On ne pourra faire autrement, surtout si la lecture de ce roman se fait après le premier de Roger Lemelin, Au pied de la Pente douce, qui se déroule dans le même quartier de Québec et le même univers familial et temporel, que de comparer entre les deux. Et certainement, cette comparaison emmènera un soupir de soulagement, même si la lecture ne se fait pas sans ressentir de nombreuses crispations devant plusieurs scènes et échanges entre les personnages. Le patriarche des Plouffe, Théophile, ainsi que le curé de la paroisse, Folbèche, sont dépeints dans toutes leurs rigidités aveugle et avilissante. Il y a par contre des scènes du roman qui ont atteint un statut quasi mythique, comme celle au Château Frontenac, entre Ovide Plouffe (interprété dans les films par Gabriel Arcand, au meilleur de sa force réservée d’acteur) et Rita Toulouse (interprétée dans les films par Anne Létourneau, incarnation sans pareil du charme d’une autre époque). Ou encore celle de la procession contre la conscription, qui s’étend et serpente entre les quartiers de la basse-ville et les hauteurs de la basilique-cathédrale et qui signalera le point d’orgue de ce mouvement. Mais, bien entendu, si nous avons l’impression de reconnaitre ces scènes emblématiques avant même de les lire, c’est parce que nous avons souvenir, pour plusieurs, d’avoir littéralement vu ces scènes dans le film [1] réalisé par Gilles Carle, qui l’avait d’ailleurs scénarisé en proche collaboration avec l’auteur.
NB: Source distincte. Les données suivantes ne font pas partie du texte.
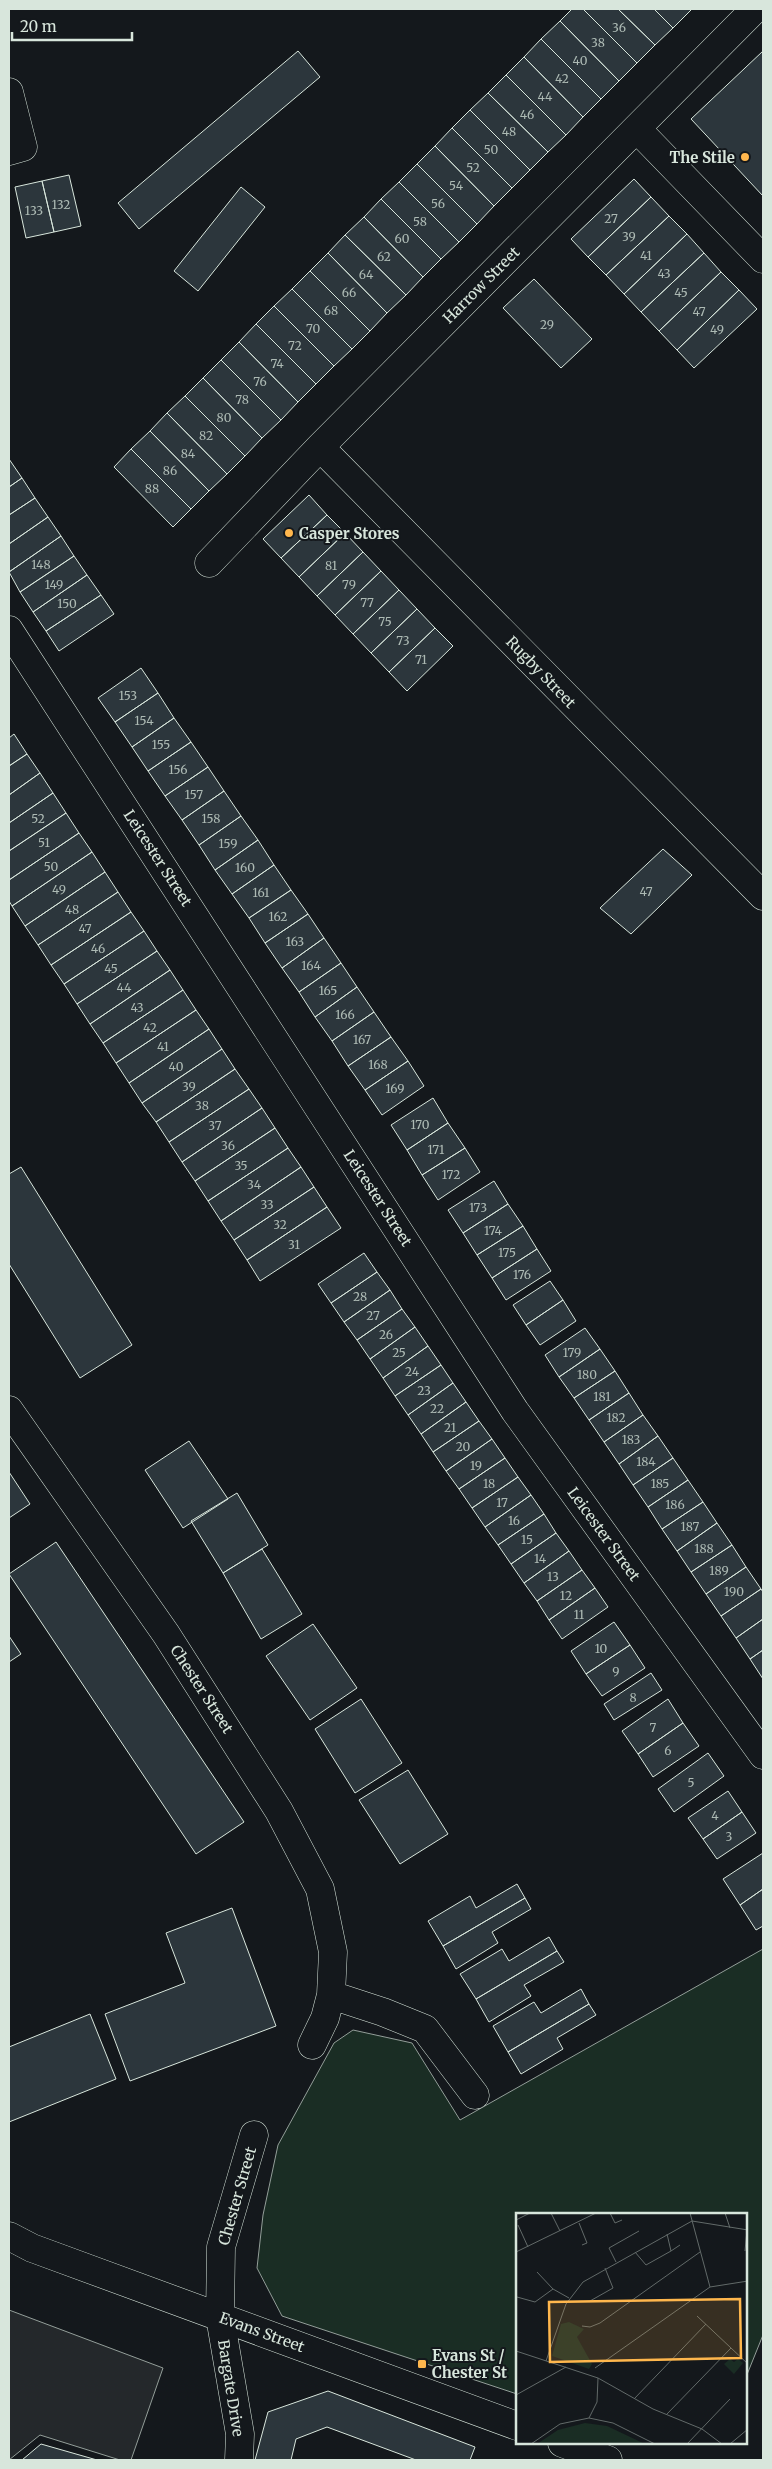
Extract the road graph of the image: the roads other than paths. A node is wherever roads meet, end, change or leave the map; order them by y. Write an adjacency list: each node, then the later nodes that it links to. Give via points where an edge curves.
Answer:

L’une des particularités de l’œuvre Les Plouffe, et même ce qui fut marquant à son époque, était sa capacité à s’intégrer et à prendre la forme du média ayant le plus d’impact lors de la translation. Ces personnages, à saveur prononcée de « quartier populaire urbain », avec leurs caractéristiques si distinctement « ouvrières », apportent une fraîcheur dans l’univers renfermé et frileux de la littérature canadienne-française de 1948, au moment de paraitre. Passant de personnages de roman (un peu rigides) à l’incarnation d’une certaine classe, enfin visible à la faveur de leurs infiltrations dans le monde de la radio et immédiatement après, en inventant presque le genre, en téléroman à la télévision de Radio-Canada (autant les émissions de radio que de télé s’intitulaient La famille Plouffe). Et lorsque tous ces rôles et situations avaient été pressés pour tout ce qu’ils avaient à donner et commençaient même à reculer dans les mémoires, la Révolution tranquille et autres changements temporels et contextuels aidants, Les Plouffe connurent un dernier hourra, grâce au film sorti en 1981. Trois ans plus tard, en 1984, une suite, Le crime d’Ovide Plouffe, basé cette fois sur un scénario original de Roger Lemelin (et non un livre), qu’il calque sur un fait réel survenu en 1949, permet de conclure l’histoire, dans toute sa finalité tragique.

Il n’est plus possible de replonger dans cet univers avec les yeux frais et imprégné de la culture d’un lecteur de l’époque. Malgré tout, Les Plouffe est certainement parmi les œuvres qui se rapprochent le plus de l’expérience d’origine, sans que la barrière temporelle soit infranchissable, au point de rendre la lecture comme celle d’une expérience pénible en pays étranger. En réalité, on y gagne positivement en faisant la connaissance des Plouffe, sous toutes leurs incarnations!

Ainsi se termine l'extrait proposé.